Affligé mais combatif, le chef déchu ne semble pas près de renoncer. Certes, le sommet de N’Djamena a « légalisé » le coup d’État de Michel Djotodia en préconisant la création d’un conseil national et d’un organe législatif censés gérer une transition de dix-huit mois, même si les chefs d’État ont refusé de reconnaître Djotodia comme président autoproclamé. De Yaoundé, Bozizé appelle à la tenue d’une conférence nationale réunissant Centrafricains et partenaires internationaux. Il demande aussi que la sécurité de la population soit assurée par les armées française et sud-africaine. Pendant que son fils raconte les pillages et les violences qui ont touché plusieurs villes, il se tait, le regard vague.

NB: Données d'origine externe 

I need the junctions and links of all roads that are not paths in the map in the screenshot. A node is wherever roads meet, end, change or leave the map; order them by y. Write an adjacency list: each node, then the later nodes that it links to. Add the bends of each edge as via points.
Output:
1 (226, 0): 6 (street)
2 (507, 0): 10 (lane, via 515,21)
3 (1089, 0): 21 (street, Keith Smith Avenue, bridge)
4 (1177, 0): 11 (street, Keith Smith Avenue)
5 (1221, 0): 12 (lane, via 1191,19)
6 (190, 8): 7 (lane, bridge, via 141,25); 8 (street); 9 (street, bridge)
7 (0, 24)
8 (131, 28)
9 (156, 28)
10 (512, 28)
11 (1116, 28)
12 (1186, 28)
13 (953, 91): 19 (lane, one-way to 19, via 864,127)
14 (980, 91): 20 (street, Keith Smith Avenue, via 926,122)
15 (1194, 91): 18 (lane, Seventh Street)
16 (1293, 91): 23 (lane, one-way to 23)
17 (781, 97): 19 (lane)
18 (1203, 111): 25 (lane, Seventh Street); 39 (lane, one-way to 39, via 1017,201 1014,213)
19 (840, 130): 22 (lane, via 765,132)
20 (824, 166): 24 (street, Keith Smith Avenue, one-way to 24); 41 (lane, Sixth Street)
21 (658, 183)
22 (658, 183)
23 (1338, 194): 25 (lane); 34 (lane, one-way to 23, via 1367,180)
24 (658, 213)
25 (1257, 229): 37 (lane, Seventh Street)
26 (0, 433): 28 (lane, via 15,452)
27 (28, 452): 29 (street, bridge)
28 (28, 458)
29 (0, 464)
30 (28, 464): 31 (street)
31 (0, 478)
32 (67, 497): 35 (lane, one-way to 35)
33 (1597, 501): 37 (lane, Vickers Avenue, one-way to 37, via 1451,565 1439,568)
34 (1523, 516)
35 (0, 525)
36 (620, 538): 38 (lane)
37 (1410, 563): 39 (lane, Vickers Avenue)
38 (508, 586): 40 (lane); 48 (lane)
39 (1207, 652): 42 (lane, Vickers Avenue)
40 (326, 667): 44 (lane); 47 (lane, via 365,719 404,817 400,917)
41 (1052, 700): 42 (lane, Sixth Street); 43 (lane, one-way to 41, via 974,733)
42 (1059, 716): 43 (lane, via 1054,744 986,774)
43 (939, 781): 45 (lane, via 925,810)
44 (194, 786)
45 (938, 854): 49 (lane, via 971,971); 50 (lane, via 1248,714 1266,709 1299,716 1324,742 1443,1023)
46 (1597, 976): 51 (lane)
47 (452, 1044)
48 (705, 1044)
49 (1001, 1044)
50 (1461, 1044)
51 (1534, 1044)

Depuis son arrivée dans cet hôtel le 25 mars, l’ex-chef de l’État n’est sorti que deux fois de la suite 930. Le dimanche de Pâques, pour aller prier au monastère des Bénédictins-du-Mont-Fébé, sur les hauteurs de Yaoundé. Et le 2 avril, pour se rendre au palais d’Etoudi, où Paul Biya l’a reçu pendant plus d’une heure. Hissène Habré et Ange-Félix Patassé, qui, lors de leur fuite, avaient transité par Yaoundé, n’avaient pas bénéficié de pareil traitement de faveur. Dès leur arrivée, on les avait informés du caractère provisoire de leur séjour, leur enjoignant de ne pas s’exprimer dans les médias. Et aucun d’eux n’avait eu droit au moindre coup de fil de Biya. Bozizé, lui, pourrait s’établir au Cameroun s’il le souhaitait. Alors que les chefs d’État d’Afrique centrale ont encouragé le Béninois Thomas Boni Yayi à répondre favorablement à une éventuelle demande d’asile que pourrait lui adresser Bozizé, le président camerounais aurait suggéré à ses collaborateurs d’installer la famille dans la ville balnéaire anglophone de Limbé (Ouest).

Pour l’heure, Bozizé suit de près l’évolution de la situation à Bangui. Les militaires camerounais de la Sécurité présidentielle se font discrets, mais nul n’entre dans ses appartements sans être passé au détecteur de métaux et avoir subi des contrôles très stricts. Son fils Socrate, député à l’Assemblée nationale dissoute par les rebelles, ne le quitte pas d’une semelle. Au détour d’un couloir, on aperçoit son épouse, ses enfants et quelques petits-enfants. Celui qui n’exclut pas de se présenter à la prochaine présidentielle ne veut pas croire une seconde que son avenir est derrière lui.